Quantcast
Jump to content


New Game Changing Vulkan Extensions for Mobile: Timeline Semaphores


Recommended Posts

2021-06-28-01-banner.jpg

The Samsung Developers team works with many companies in the mobile and gaming ecosystems. We're excited to support our partner, Arm, as they bring timely and relevant content to developers looking to build games and high-performance experiences. This Vulkan Extensions series will help developers get the most out of the new and game-changing Vulkan extensions on Samsung mobile devices.

In previous blogs, we have already explored two key Vulkan extension game changers that will be enabled by Android R. These are Descriptor Indexing and Buffer Device Address. In this blog, we explore the third and final game changer, which is 'Timeline Semaphores'.

The introduction of timeline semaphores is a large improvement to the synchronization model of Vulkan and is a required feature in Vulkan 1.2. It solves some fundamental grievances with the existing synchronization APIs in Vulkan.

The problems with VkFence and VkSemaphore

In earlier Vulkan extensions, there are two distinct synchronization objects for dealing with CPU <-> GPU synchronization and GPU queue <-> GPU queue synchronization.

The VkFence object only deals with GPU -> CPU synchronization. Due to the explicit nature of Vulkan, you must keep track of when the GPU completes the work you submit to it.

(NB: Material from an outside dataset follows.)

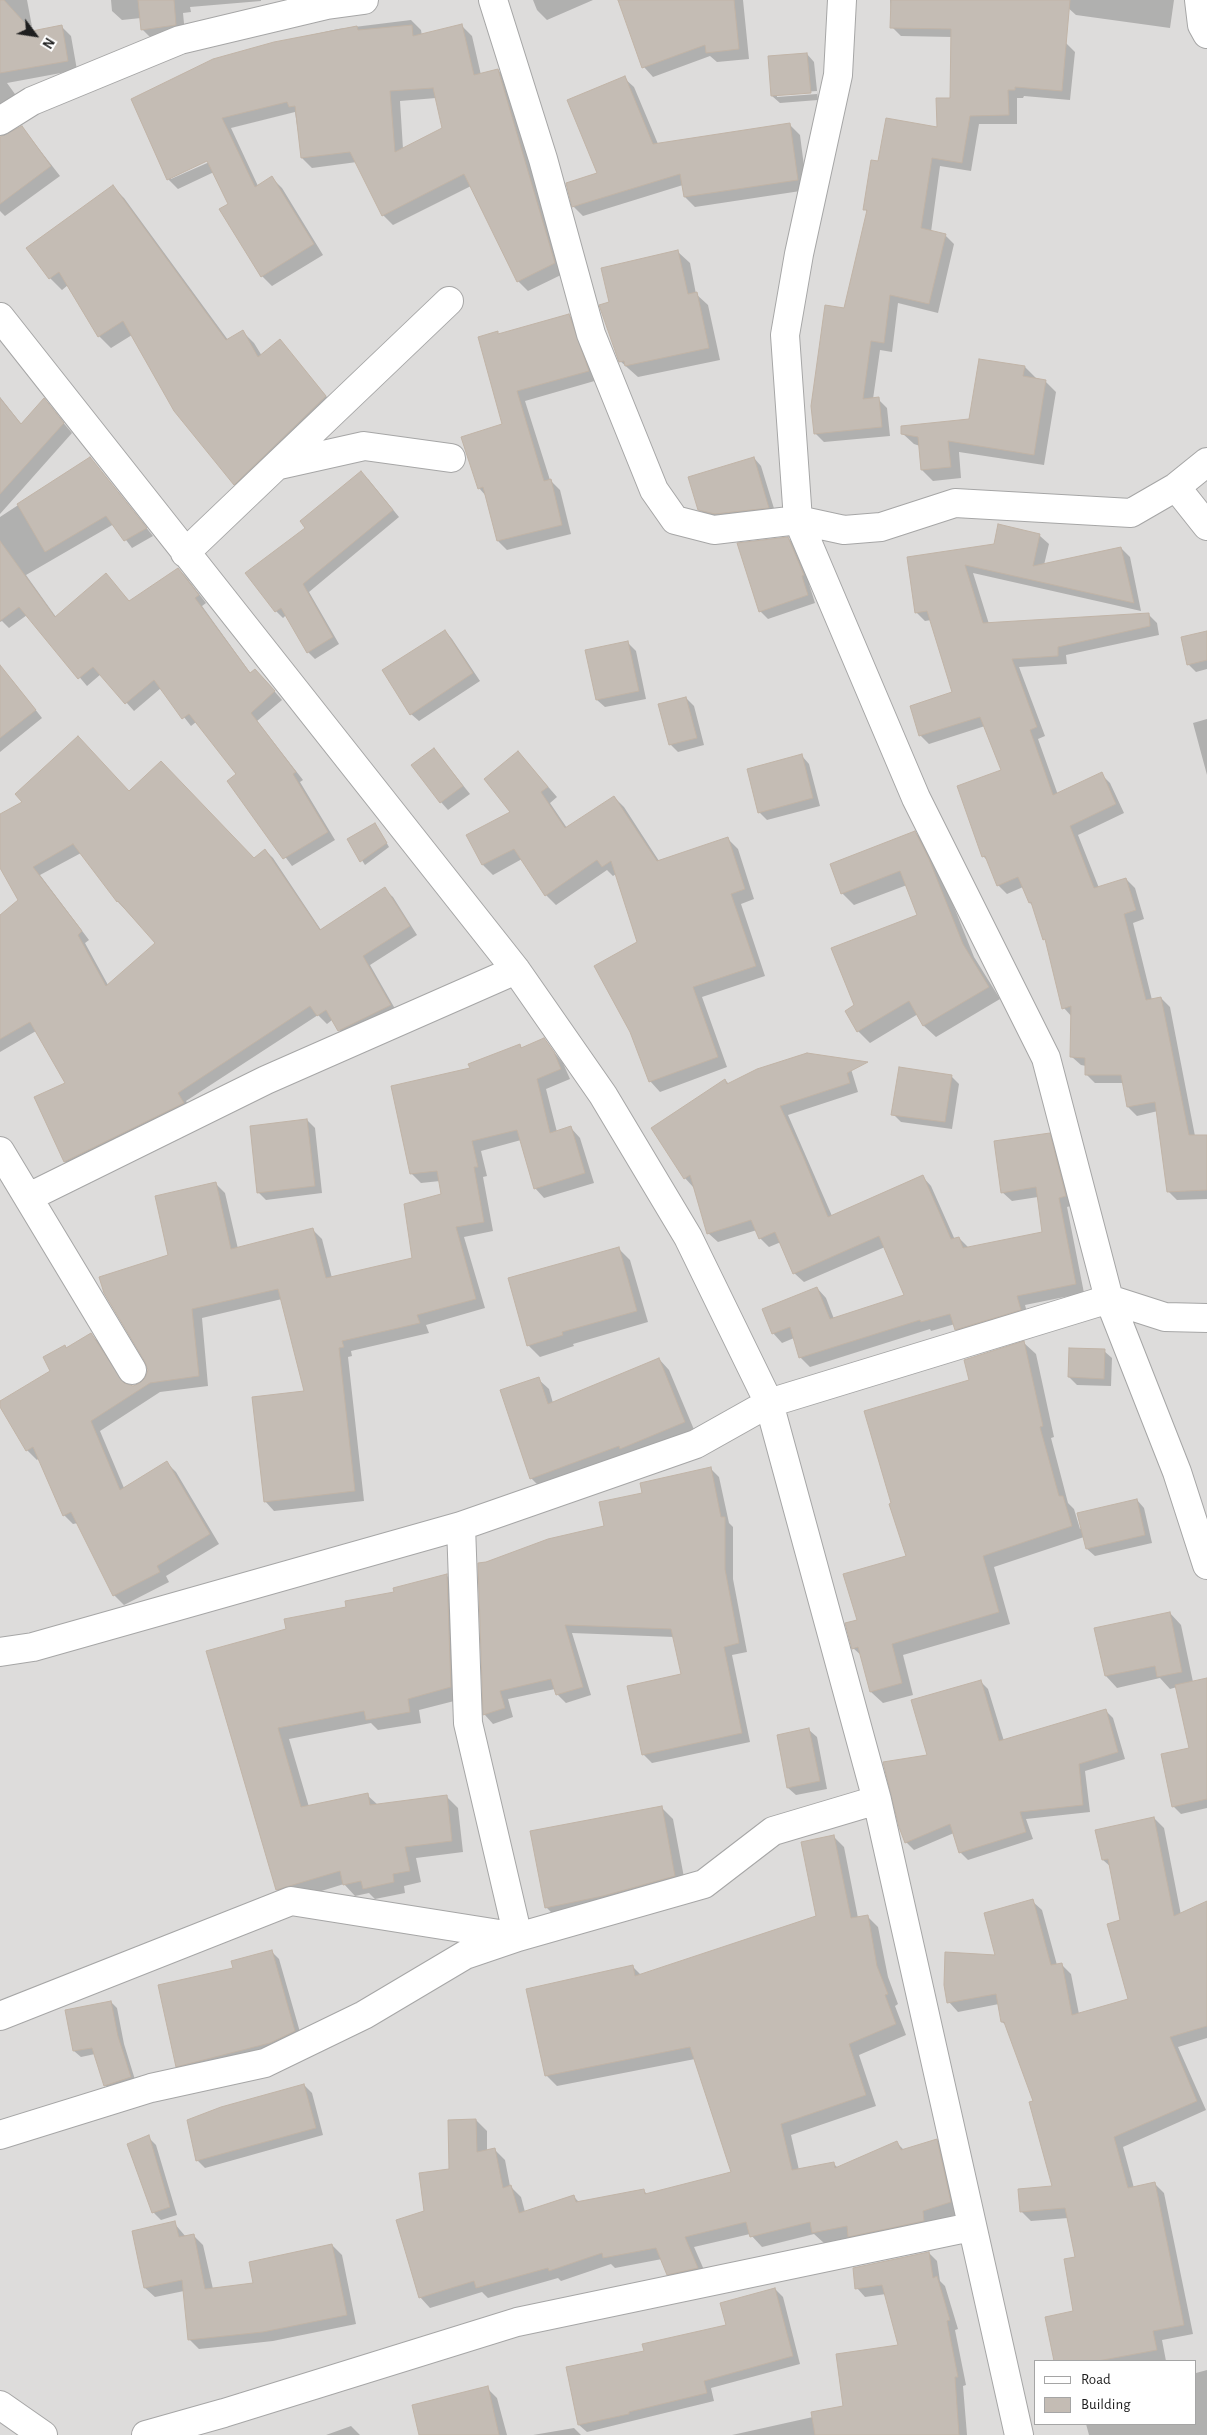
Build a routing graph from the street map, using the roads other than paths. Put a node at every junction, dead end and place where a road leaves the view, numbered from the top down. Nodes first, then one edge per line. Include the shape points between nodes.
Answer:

vkQueueSubmit(queue, …, fence);

The previous code is the way we would use a fence, and later this fence can be waited on. When the fence signals, we know it is safe to free resources, read back data written by GPU, and so on. Overall, the VkFence interface was never a real problem in practice, except that it feels strange to have two entirely different API objects which essentially do the same thing.

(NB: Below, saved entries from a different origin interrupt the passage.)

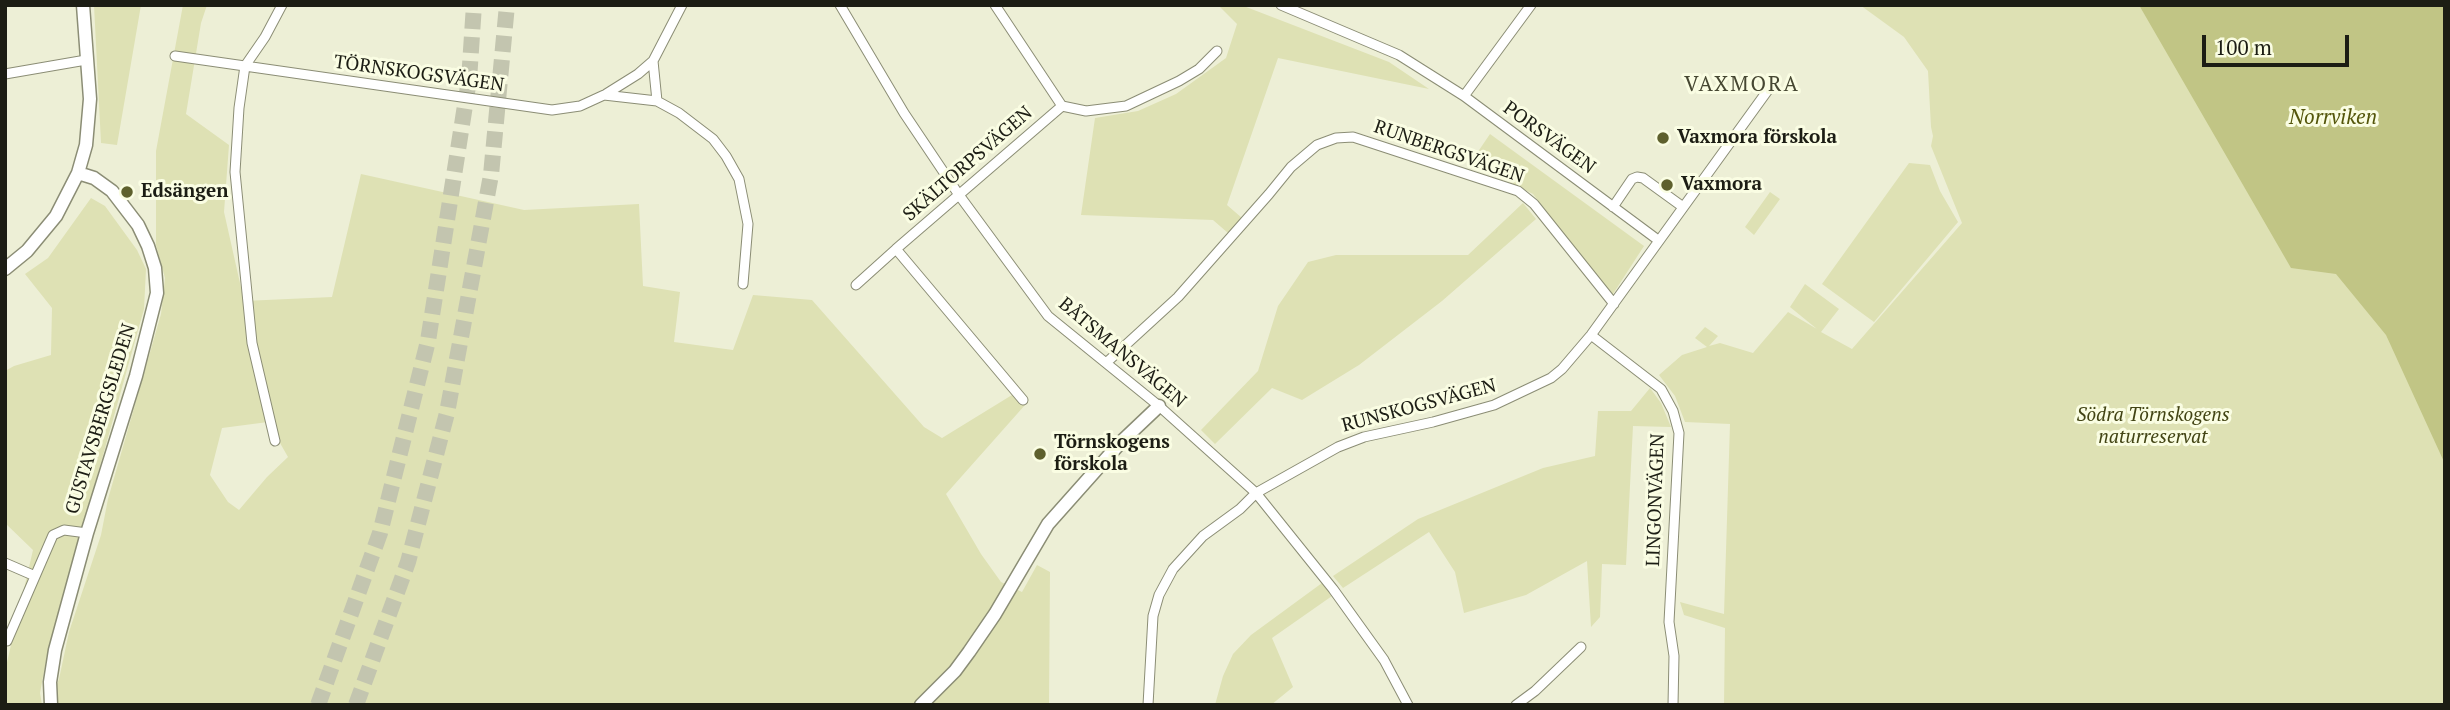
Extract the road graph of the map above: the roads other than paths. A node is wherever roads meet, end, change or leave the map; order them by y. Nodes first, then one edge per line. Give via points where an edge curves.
1 (83, 5) edge
2 (282, 5) edge
3 (682, 5) edge
4 (840, 5) edge
5 (995, 5) edge
6 (1281, 5) edge
7 (1531, 5) edge
8 (1217, 51) dead end
9 (174, 56) dead end
10 (86, 60) junction
11 (653, 61) junction
12 (245, 66) junction
13 (5, 74) edge
14 (1768, 90) dead end
15 (604, 95) junction
16 (1464, 96) junction
17 (657, 101) junction
18 (1062, 106) junction
19 (78, 173) junction
20 (959, 195) junction
21 (1683, 206) junction
22 (1613, 207) junction
23 (1658, 240) junction
24 (896, 249) junction
25 (5, 269) edge
26 (743, 284) dead end
27 (856, 285) dead end
28 (1614, 304) junction
29 (1591, 335) junction
30 (1105, 363) junction
31 (1023, 400) dead end
32 (1159, 406) junction
33 (275, 441) dead end
34 (1256, 493) junction
35 (87, 533) junction
36 (5, 563) edge
37 (35, 576) junction
38 (5, 641) edge
39 (1581, 647) dead end
40 (51, 705) edge
41 (921, 705) edge
42 (1148, 705) edge
43 (1408, 705) edge
44 (1516, 705) edge
45 (1673, 705) edge

1 - 10 street
2 - 12 street
3 - 11 street
4 - 20 street, BÅTSMANSVÄGEN
5 - 18 street
6 - 16 street, PORSVÄGEN via 1399,55
7 - 16 street
8 - 18 street via 1199,69 1126,106 1086,111
9 - 12 street, TÖRNSKOGSVÄGEN
10 - 13 street
10 - 19 street via 90,120
11 - 15 street
11 - 17 street
12 - 15 street, TÖRNSKOGSVÄGEN via 551,110 580,106
12 - 33 street via 235,172 252,343
14 - 21 street
15 - 17 street, TÖRNSKOGSVÄGEN
16 - 22 street, PORSVÄGEN
17 - 26 street, TÖRNSKOGSVÄGEN via 713,139 739,179 748,224
18 - 20 street, SKÄLTORPSVÄGEN
19 - 25 street via 56,216
19 - 35 street, GUSTAVSBERGSLEDEN via 112,191 138,225 155,268 157,293
20 - 24 street, SKÄLTORPSVÄGEN
20 - 30 street, BÅTSMANSVÄGEN via 1048,316
21 - 22 street via 1637,177
21 - 23 street
22 - 23 street, PORSVÄGEN
23 - 28 street, RUNSKOGSVÄGEN
24 - 27 street, SKÄLTORPSVÄGEN
24 - 31 street
28 - 29 street, RUNSKOGSVÄGEN
28 - 30 street, RUNBERGSVÄGEN via 1534,204 1518,191 1353,137 1336,138 1317,145 1291,167 1178,297
29 - 34 street, RUNSKOGSVÄGEN via 1562,369 1516,397 1364,437
29 - 45 street, LINGONVÄGEN via 1661,388 1679,433 1669,622
30 - 32 street, BÅTSMANSVÄGEN
32 - 34 street, BÅTSMANSVÄGEN
32 - 41 street via 1048,524 969,652
34 - 42 street, RUNSKOGSVÄGEN via 1203,536 1173,569 1159,595 1153,615
34 - 43 street, BÅTSMANSVÄGEN via 1334,589 1384,660
35 - 37 street via 64,530 53,535
35 - 40 street, GUSTAVSBERGSLEDEN via 55,650
36 - 37 street
37 - 38 street
39 - 44 street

VkSemaphore on the other hand has some quirks which makes it difficult to use properly in sophisticated applications. VkSemaphore by default is a binary semaphore. The fundamental problem with binary semaphores is that we can only wait for a semaphore once. After we have waited for it, it automatically becomes unsignaled again. This binary nature is very annoying to deal with when we use multiple queues. For example, consider a scenario where we perform some work in the graphics queue, and want to synchronize that work with two different compute queues. If we know this scenario is coming up, we will then have to allocate two VkSemaphore objects, signal both objects, and wait for each of them in the different compute queues. This works, but we might not have the knowledge up front that this scenario will play out. Often where we are dealing with multiple queues, we have to be somewhat conservative and signal semaphore objects we never end up waiting for. This leads to another problem …

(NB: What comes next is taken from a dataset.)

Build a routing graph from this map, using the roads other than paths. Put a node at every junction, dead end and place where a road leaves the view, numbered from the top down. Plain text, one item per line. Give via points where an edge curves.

A signaled semaphore, which is never waited for, is basically a dead and useless semaphore and should be destroyed. We cannot reset a VkSemaphore object on the CPU, so we cannot ever signal it again if we want to recycle VkSemaphore objects. A workaround would be to wait for the semaphore on the GPU in a random queue just to unsignal it, but this feels like a gross hack. It could also potentially cause performance issues, as waiting for a semaphore is a full GPU memory barrier.

Object bloat is another considerable pitfall of the existing APIs. For every synchronization point we need, we require a new object. All these objects must be managed, and their lifetimes must be considered. This creates a lot of annoying “bloat” for engines.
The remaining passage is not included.